Задумался и Гончаров. «Нет, — рассуждал он про себя, — он неверно сказал. Он меняет не убеждение, а у него меняются впечатления. Он спешит высказывать процесс действия самого впечатления в нем, не ожидая конца, — и от этого впадает в ошибки и противоречия. Собственно критический взгляд приходит у него позже».
Так думал Гончаров. «Я во многом симпатизировал с Белинским, — говорит он в «Необыкновенной истории», — прежде всего с его здоровыми критическими началами и взглядами на литературу, с его сочувствием к художественным произведениям, наконец с честностью и строгостью его характера. Но меня поражала… какая-то непонятная легкость и скорость, с которою он изменял часто не только те или другие взгляды на то или другое, но готов был, по первому подозрению, менять и свои симпатии. Словом, меня пугала его впечатлительность, нервозность, способность увлекаться, отдаваться увлечению и беспрестанно разочаровываться. Это на каждом шагу: в политике, науке, литературе. Мне бывало страшно. А он был лучший, самый искренний, честный, добрый!»

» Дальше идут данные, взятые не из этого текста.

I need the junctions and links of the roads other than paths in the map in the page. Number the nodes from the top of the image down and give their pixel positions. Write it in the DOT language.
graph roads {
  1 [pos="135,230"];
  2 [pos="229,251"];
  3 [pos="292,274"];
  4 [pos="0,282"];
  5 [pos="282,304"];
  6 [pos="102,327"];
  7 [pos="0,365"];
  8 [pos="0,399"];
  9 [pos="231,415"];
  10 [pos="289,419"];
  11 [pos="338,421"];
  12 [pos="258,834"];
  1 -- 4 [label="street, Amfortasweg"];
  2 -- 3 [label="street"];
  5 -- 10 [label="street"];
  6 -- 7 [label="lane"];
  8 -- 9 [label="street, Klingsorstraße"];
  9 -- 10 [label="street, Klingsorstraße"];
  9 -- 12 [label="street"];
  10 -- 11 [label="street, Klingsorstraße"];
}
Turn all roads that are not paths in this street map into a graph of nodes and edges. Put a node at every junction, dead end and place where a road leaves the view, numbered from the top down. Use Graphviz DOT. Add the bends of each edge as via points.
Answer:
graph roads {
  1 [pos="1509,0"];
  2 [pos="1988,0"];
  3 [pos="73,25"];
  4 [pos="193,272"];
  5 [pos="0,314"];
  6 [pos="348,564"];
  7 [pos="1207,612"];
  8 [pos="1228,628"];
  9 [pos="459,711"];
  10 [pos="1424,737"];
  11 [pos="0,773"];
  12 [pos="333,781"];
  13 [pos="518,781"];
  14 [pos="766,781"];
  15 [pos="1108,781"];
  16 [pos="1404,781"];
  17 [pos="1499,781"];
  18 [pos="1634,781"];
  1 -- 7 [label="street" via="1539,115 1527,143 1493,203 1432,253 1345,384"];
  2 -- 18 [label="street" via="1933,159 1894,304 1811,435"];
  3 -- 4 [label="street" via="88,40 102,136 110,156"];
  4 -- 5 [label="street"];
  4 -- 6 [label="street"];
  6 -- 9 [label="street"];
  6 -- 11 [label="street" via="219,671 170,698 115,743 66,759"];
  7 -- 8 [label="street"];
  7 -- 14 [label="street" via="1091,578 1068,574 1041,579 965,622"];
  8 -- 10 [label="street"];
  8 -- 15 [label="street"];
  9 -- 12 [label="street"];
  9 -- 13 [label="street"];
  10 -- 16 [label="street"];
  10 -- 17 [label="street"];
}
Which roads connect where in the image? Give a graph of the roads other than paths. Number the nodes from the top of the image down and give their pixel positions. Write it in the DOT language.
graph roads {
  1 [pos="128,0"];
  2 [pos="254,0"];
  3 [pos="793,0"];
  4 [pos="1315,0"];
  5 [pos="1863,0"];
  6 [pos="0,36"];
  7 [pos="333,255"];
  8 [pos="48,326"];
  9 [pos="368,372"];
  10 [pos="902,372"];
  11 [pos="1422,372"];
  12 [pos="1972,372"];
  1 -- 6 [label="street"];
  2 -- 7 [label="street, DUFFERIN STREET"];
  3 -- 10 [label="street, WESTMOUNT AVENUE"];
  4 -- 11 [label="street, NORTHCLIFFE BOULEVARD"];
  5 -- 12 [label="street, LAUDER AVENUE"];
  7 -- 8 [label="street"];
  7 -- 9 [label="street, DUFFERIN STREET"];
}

Белинский, с своей стороны, высоко ценил художественный талант Гончарова, но хотел от него чего-то большего. «На меня, — признавался впоследствии Гончаров, — он иногда как будто накидывался за то, что у меня не было злости, раздражения, субъективности. «Вам все равно, попадется мерзавец, дурак, урод или порядочная, добрая натура, — всех одинаково рисуете: ни любви, ни ненависти ни к кому!»
Художественной манере Гончарова, как бы лишенной, с точки зрения Белинского, субъективного элемента, он более предпочитал манеру Гоголя. Художественный метод Гоголя он ценил именно потому, что находил в нем «ту глубокую, всеобъемлющую и гуманную субъективность, которая в художнике обнаруживает человека с горячим сердцем, симпатичною душою и духовно-личною самостию, — ту субъективность, которая не допускает его с апатическим равнодушием быть чуждым миру, им рисуемому, но заставляет его проводить через свою душу живу явления внешнего мира, а через то и в них вдыхать душу живу…».[82]